Because of the insertion of needles, acupuncture has been long considered an adult-only treatment to main stream Western medicine. However, recent studies are changing that assumption and asserting its safety for children. Most notably was the 2011 review from the journal Pediatrics. In an analysis of 37 case studies, researchers from the University of Alberta in Canada found that in 1,400 children treated, just 168 experienced a mild adverse reaction, such as crying or pain and 25 reported serious adverse events — likely due to unskilled practioners — prompting the study’s senior author, Dr. Sunita Vohra, to say, “In trained hands, acupuncture seems safe in children.”
Although, just because it’s ruled safe, doesn’t mean children will take easy to needle-probing treatment. “With children, I like to explain the process thoroughly by using demonstration or allowing the child to touch and feel the needle (beforehand),” explained Angela Sinnett, a licensed acupuncturist and herbalist and owner of Magnolia Acupuncture in Costa Mesa. “Often times, as with adults, the fear of the unknown is worse than the reality. Therefore, we start with a press needle … It’s a great way to get kids involved in the process, helps empower them and create a sense of control over their own health.”
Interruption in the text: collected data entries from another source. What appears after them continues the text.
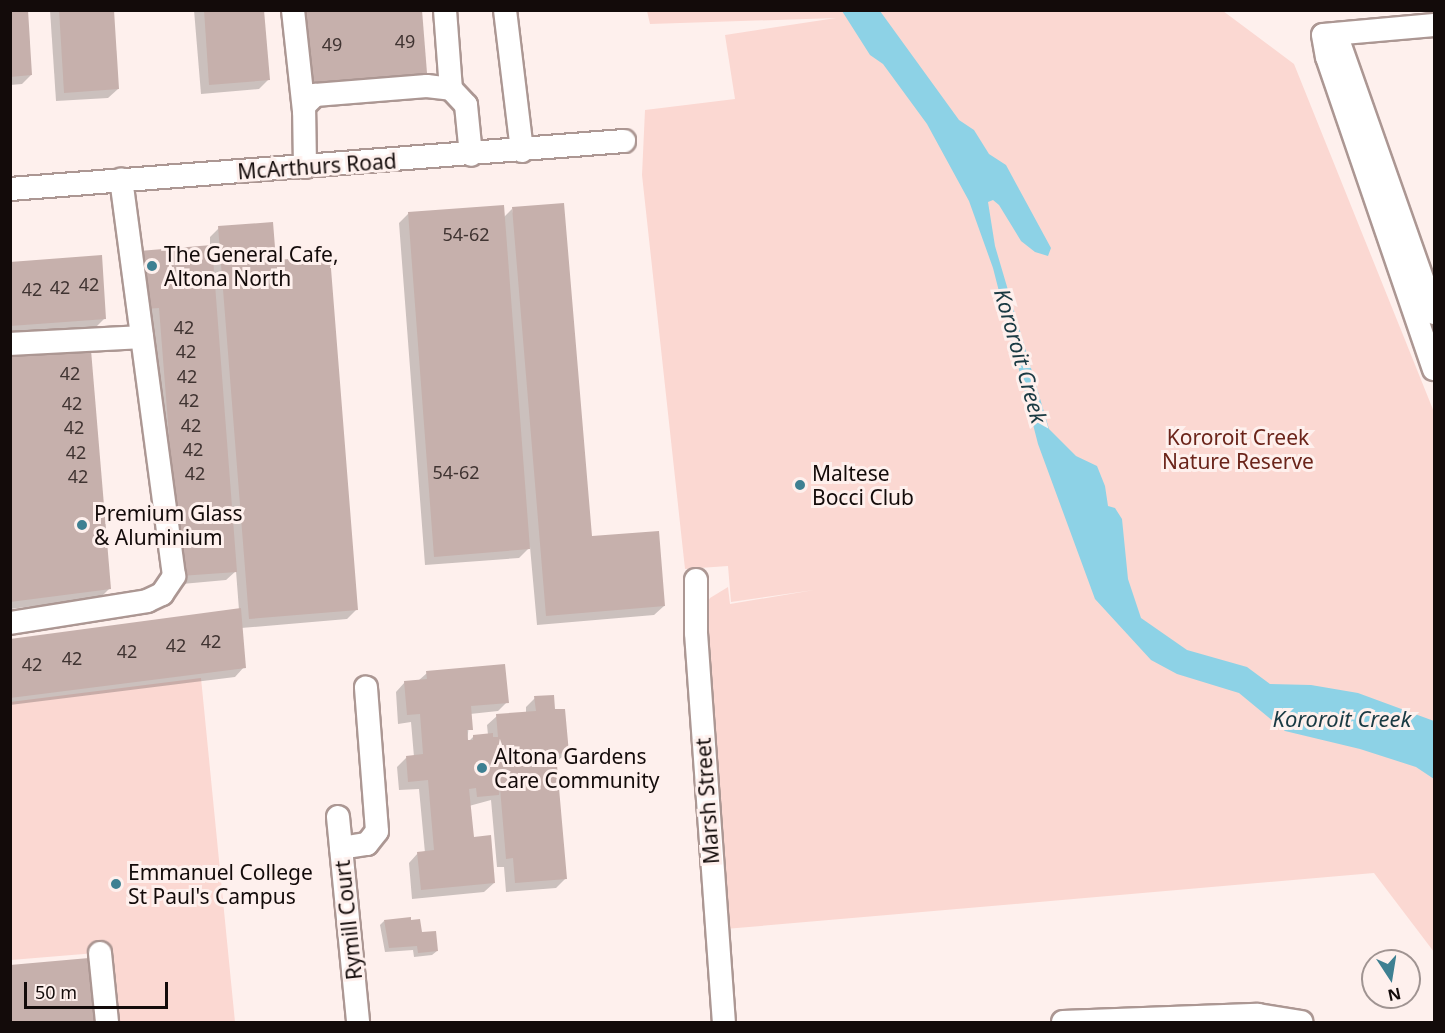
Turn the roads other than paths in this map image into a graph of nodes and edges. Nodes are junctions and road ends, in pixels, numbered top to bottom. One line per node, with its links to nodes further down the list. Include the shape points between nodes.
1 (293, 10): 6 (street)
2 (445, 10): 5 (street)
3 (505, 10): 8 (street)
4 (1434, 25): 13 (street, via 1330,34 1327,57)
5 (452, 89): 6 (street, via 427,86 315,95); 9 (street, via 466,105)
6 (304, 111): 10 (street)
7 (624, 141): 8 (street, McArthurs Road)
8 (522, 151): 9 (street, McArthurs Road)
9 (471, 155): 10 (street, McArthurs Road)
10 (305, 167): 11 (street, McArthurs Road)
11 (121, 180): 12 (street, McArthurs Road); 15 (street)
12 (10, 189)
13 (1414, 283): 14 (street); 17 (street)
14 (1434, 313)
15 (142, 336): 16 (street); 19 (street, via 174,576 162,594 147,601)
16 (10, 344)
17 (1434, 369)
18 (696, 580): 26 (street, Marsh Street, via 696,633)
19 (10, 623)
20 (366, 687): 22 (street, via 377,831 367,844)
21 (338, 817): 22 (street, Rymill Court)
22 (341, 848): 25 (street, Rymill Court)
23 (100, 953): 24 (street)
24 (107, 1023)
25 (358, 1023)
26 (724, 1023)
27 (1063, 1023): 28 (street, via 1258,1015)
28 (1301, 1023)

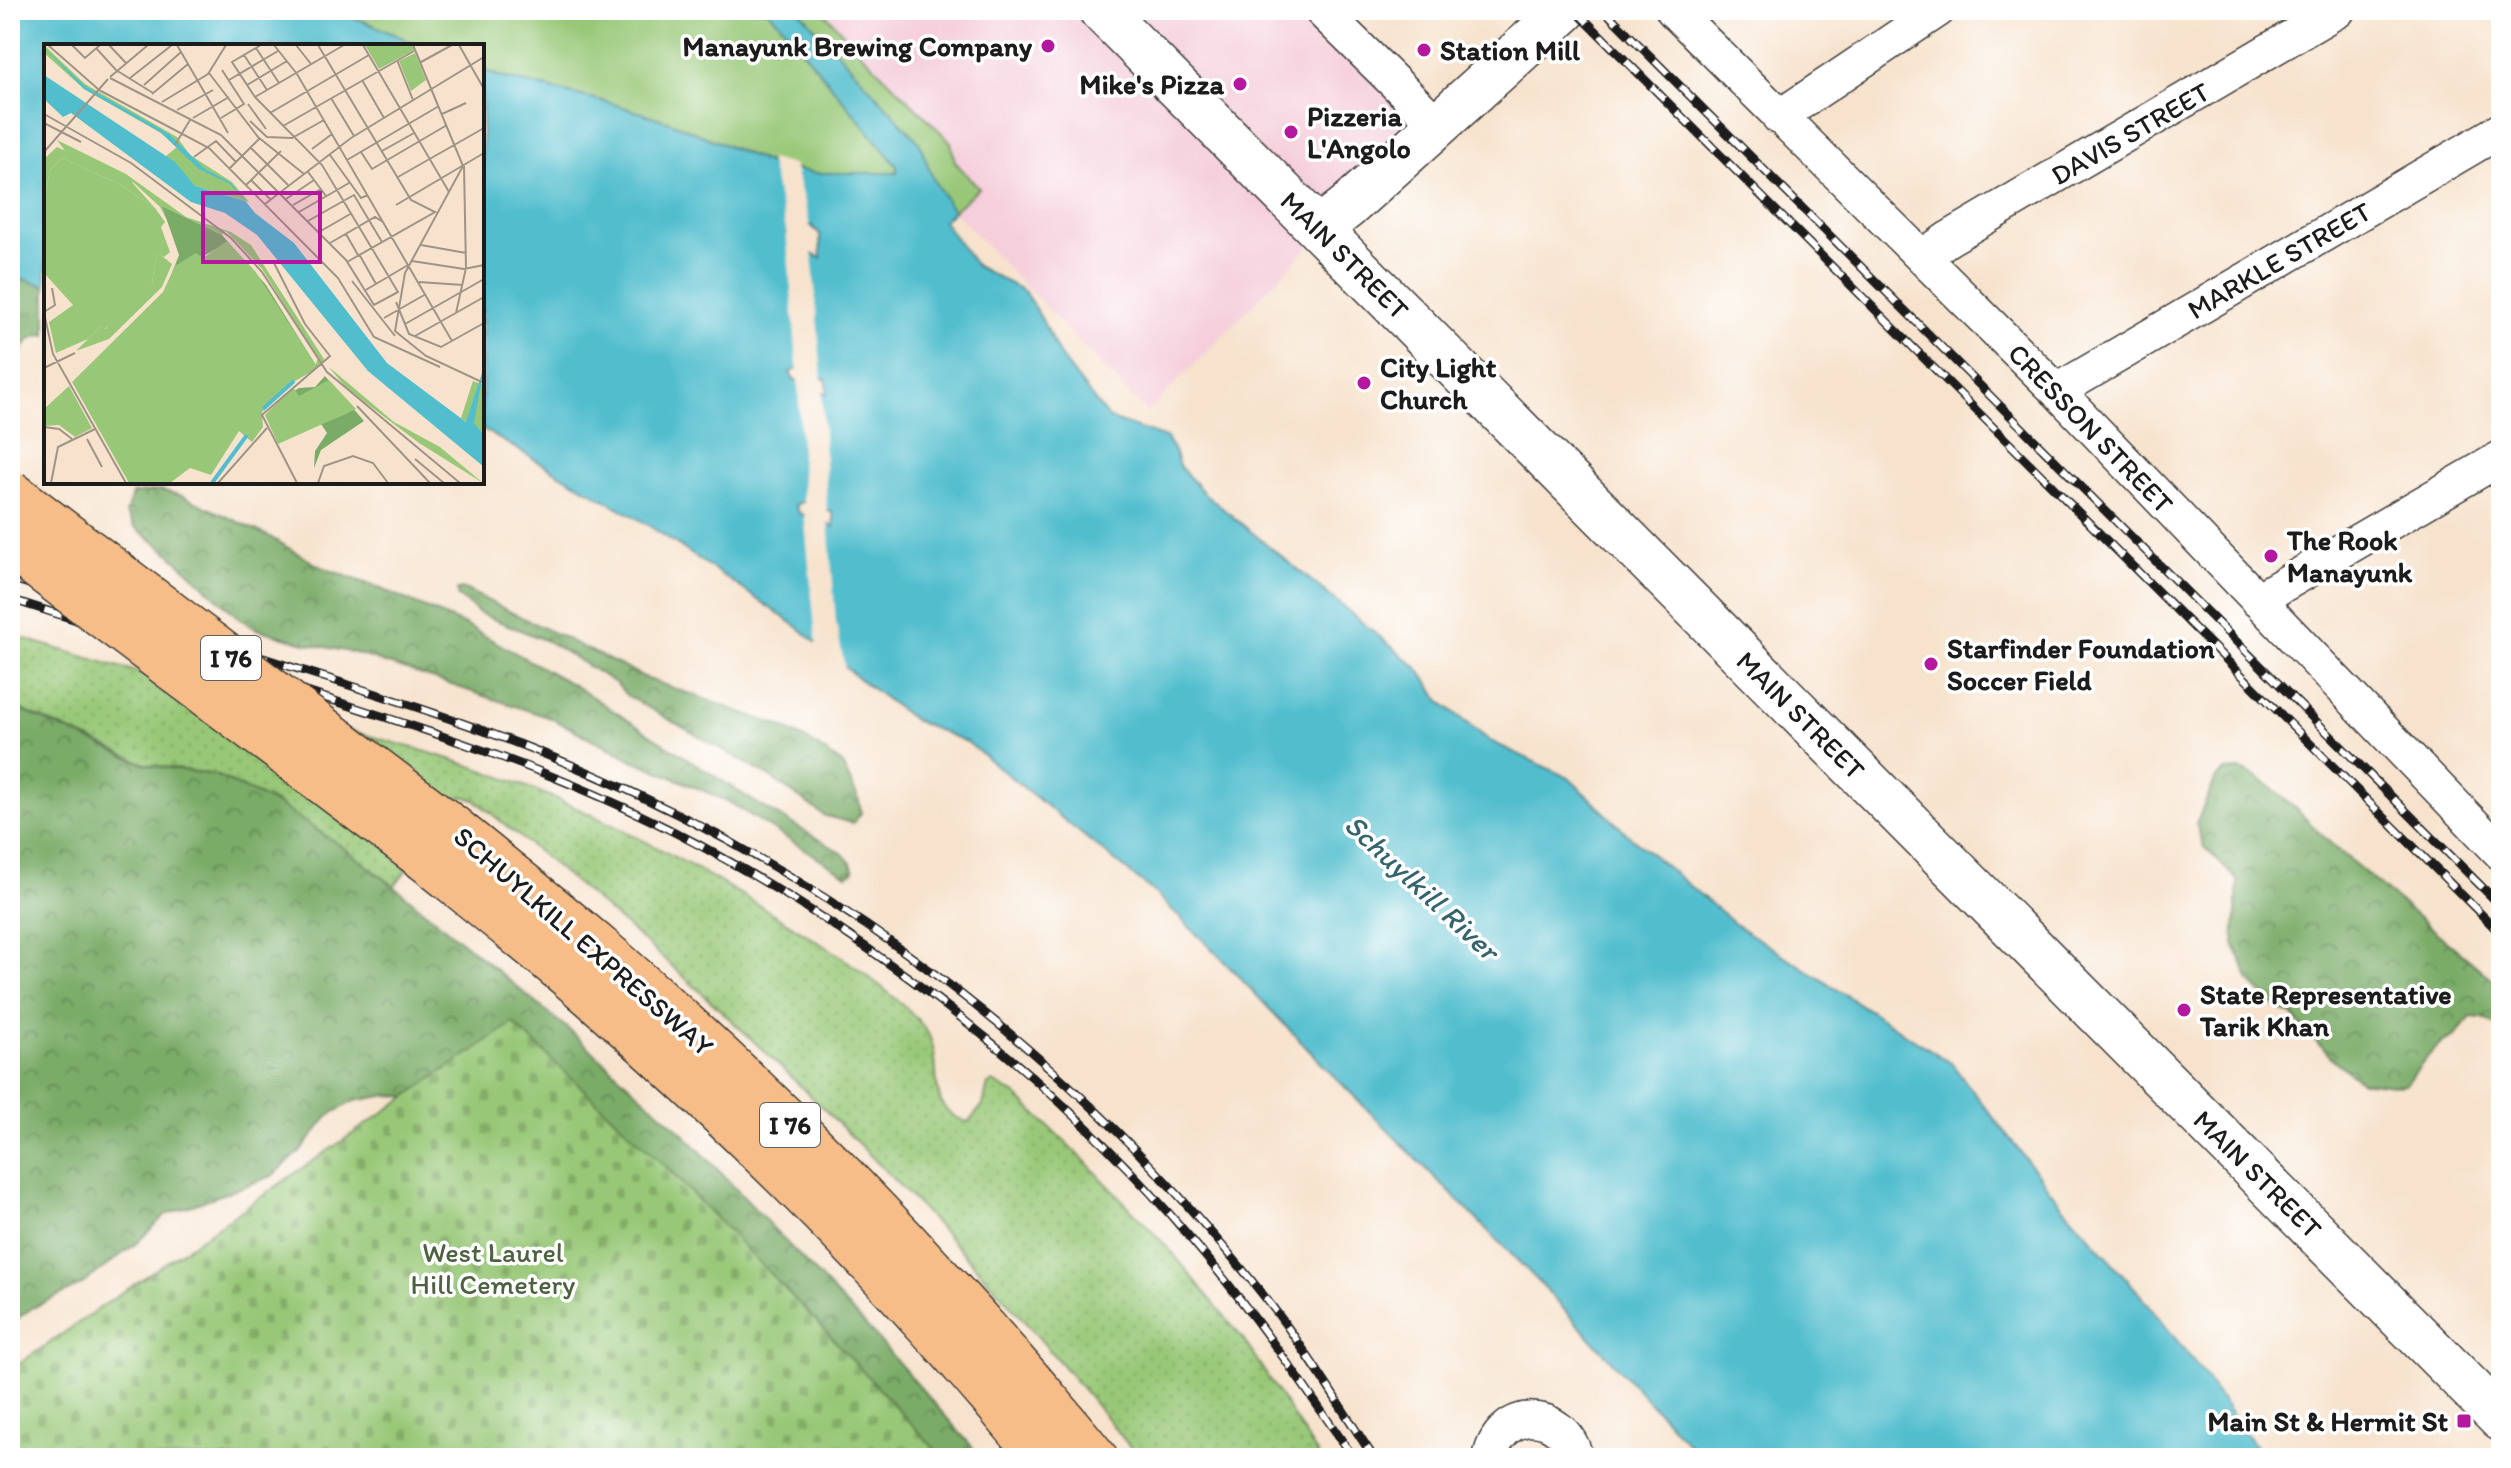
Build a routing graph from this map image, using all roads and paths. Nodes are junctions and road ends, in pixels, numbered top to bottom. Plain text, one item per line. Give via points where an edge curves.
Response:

While some children will take to acupuncture, not all will brave needle therapy. For those that refuse, it’s sister treatment, acupressure, is a great alternative. As its name indicates, instead of needle insertion, finger or hand pressure — or massage — is applied to the body in an effort to restore proper energy, or Qi, to the body. Because it’s less invasive, most children take well to this remedy.
Sinnet explained, “The human body is a complex and highly-efficient machine with an innate ability to heal itself. There is no better medicine than what you already have within you. Acupuncture, when properly administered, harnesses and releases those inherent medicinal benefits.”
A visit with your child’s primary care provider can help you determine if pediatric acupuncture is right for your child. They can also direct you to licensed acupuncturists who specialize in pediatric care.